El Guardian: Cap. V

 

 

Fue el domingo siguiente cuando Andrés recibió una visita que hizo conmoverse el pequeño mundo de Nacho. No eran aún las ocho de la tarde cuando un coche se paraba en la entrada de la finca como se había parado el de la madre de Nacho hacía algo más de un año. De él se bajaron, también esta vez, una mujer y un niño.  La mujer era morena, elegante,  atractiva… y aunque los años habían empezado ya a transformarla en una mujer madura,  Nacho reconoció en ella una encina roja, un tipo de árbol capaz de deslumbrar por sus hojas cubiertas con un bello que atrae la luz con una delicadeza difícil de ignorar. Además, el ojo instintivo del niño, sabía ya, a pesar de su juventud, que el verdadero atractivo de una encina, y por lo tanto su verdadera belleza, residía en el tronco recio y oscuro capaz de entrar en la tierra con un poder que poseen muy pocos árboles. Para muchos hombres, lo llamativo de aquella mujer eran sus piernas largas y definidas capaces de pisar con seguridad. Para Nacho, por el contrario, lo verdaderamente fascinante era su evidente rechazo al desarraigo: A pesar del tiempo, o de las apariencias, aquella mujer era un tipo de persona que jamás renunciaría a sus raíces.
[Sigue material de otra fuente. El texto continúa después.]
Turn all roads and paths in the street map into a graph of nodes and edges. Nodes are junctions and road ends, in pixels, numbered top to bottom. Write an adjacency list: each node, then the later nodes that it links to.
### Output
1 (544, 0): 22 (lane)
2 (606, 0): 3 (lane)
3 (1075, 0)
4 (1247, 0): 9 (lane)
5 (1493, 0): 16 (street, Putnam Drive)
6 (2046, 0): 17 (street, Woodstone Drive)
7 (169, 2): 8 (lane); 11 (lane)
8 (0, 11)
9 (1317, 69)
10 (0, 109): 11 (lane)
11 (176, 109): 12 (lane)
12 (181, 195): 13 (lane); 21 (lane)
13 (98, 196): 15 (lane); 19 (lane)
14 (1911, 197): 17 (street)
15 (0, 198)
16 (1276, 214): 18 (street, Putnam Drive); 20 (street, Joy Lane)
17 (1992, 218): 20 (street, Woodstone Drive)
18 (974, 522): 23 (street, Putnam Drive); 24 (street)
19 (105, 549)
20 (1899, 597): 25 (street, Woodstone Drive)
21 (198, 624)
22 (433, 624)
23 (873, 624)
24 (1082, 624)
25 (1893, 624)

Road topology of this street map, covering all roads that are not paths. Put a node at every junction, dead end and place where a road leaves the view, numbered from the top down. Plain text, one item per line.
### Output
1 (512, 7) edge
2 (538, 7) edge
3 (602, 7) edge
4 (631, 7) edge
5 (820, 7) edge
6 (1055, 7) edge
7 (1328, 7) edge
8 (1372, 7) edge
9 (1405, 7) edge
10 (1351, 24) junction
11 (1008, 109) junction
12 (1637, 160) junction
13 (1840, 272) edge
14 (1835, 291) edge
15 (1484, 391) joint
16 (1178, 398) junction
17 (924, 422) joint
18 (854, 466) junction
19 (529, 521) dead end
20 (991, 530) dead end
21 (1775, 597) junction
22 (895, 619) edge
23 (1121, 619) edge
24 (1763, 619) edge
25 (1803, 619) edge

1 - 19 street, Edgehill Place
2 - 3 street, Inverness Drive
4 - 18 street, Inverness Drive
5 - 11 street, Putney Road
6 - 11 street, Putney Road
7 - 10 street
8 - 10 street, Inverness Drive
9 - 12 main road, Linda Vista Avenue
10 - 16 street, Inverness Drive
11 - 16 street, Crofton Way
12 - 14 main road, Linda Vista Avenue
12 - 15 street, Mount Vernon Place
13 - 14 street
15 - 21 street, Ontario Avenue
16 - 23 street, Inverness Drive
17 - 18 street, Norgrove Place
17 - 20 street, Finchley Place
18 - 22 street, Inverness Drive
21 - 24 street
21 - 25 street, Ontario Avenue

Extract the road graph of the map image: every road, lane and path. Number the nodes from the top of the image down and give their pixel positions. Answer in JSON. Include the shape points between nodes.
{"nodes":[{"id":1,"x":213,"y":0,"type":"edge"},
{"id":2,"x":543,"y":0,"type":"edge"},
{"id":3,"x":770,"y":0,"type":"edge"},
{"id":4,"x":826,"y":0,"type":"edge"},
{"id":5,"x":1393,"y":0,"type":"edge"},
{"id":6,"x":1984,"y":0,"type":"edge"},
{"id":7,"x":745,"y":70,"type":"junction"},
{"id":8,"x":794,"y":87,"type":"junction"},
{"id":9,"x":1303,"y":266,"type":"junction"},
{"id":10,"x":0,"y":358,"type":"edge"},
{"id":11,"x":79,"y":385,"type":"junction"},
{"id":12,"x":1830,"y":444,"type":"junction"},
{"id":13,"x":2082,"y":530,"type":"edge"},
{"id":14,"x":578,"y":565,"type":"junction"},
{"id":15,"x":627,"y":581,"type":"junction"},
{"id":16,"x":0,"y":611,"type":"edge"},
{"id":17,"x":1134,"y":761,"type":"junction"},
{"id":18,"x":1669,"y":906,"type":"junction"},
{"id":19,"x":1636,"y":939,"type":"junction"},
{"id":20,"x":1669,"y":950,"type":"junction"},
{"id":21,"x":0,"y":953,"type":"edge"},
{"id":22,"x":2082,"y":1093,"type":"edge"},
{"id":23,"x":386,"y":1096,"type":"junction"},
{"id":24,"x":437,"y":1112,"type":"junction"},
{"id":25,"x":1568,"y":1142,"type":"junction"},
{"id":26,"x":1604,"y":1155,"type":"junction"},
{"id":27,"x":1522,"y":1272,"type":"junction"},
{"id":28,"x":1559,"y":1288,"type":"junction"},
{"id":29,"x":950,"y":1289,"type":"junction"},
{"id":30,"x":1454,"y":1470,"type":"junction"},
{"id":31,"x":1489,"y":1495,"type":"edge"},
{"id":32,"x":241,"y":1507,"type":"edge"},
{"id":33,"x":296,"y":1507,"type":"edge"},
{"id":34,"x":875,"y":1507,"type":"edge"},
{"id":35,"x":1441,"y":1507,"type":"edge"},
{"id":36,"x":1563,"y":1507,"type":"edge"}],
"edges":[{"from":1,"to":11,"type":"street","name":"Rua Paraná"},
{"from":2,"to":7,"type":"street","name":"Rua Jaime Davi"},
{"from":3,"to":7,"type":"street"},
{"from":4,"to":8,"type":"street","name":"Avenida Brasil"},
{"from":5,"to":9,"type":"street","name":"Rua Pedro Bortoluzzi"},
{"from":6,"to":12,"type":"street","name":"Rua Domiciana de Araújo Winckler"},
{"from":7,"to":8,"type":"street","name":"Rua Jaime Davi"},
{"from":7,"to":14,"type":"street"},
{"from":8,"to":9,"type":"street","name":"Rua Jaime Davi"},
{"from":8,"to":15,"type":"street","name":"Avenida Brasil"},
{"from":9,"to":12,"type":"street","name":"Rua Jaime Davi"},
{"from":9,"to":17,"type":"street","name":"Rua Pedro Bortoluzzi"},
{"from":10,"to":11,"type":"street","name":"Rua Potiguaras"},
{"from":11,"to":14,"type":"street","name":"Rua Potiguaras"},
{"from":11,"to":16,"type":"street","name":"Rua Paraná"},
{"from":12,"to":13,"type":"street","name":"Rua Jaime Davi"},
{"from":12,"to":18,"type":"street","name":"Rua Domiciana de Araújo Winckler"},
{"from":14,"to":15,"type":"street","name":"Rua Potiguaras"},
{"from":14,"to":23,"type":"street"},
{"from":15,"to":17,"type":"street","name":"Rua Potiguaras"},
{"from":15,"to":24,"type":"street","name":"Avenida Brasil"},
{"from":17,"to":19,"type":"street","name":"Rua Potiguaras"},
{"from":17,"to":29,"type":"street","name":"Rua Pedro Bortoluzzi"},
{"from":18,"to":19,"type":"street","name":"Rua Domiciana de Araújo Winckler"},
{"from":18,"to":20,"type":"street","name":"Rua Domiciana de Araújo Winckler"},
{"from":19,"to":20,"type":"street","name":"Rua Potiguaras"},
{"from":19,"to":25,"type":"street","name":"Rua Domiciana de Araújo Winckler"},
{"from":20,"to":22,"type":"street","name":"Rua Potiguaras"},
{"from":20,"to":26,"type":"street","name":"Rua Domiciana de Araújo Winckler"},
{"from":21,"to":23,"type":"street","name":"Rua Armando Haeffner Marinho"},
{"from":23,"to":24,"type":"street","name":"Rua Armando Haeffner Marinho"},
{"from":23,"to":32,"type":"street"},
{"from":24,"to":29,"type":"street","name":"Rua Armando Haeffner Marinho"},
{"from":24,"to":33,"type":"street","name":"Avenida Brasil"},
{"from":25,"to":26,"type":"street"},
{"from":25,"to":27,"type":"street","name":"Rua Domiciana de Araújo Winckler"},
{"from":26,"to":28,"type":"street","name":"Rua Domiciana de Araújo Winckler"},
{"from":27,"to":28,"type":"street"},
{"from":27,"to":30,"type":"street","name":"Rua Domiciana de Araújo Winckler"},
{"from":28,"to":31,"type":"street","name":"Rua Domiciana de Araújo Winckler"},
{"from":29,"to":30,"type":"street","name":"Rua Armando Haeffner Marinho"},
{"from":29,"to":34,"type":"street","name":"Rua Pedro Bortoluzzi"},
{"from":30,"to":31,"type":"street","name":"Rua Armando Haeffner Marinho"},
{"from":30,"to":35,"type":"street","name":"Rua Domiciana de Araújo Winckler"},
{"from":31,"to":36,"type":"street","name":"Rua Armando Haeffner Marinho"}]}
Y del coche se bajó también un niño que tendría aproximadamente la misma edad que Nacho. Los dos se quedaron mirando mientras, por encima de ellos, se encontraban las miradas de la mujer y el viejo jardinero. La encina y el olmo se midieron durante unos segundos y a Nacho le dolió descubrir que la antigua hostilidad de aquel olmo que era Andrés, del viejo olmo que era el único amigo que había tenido de verdad desde su llegada a aquel pueblo, era reemplazada por una nostalgia que venía cargada de algo que su fina intuición no lograba capturar. Nacho sintió frío y echó a correr hacia su casa sin despedirse.

A partir de aquel día, la mujer se instaló con el niño en una casa del pueblo y Andrés dejó de pasar tanto tiempo en el jardín.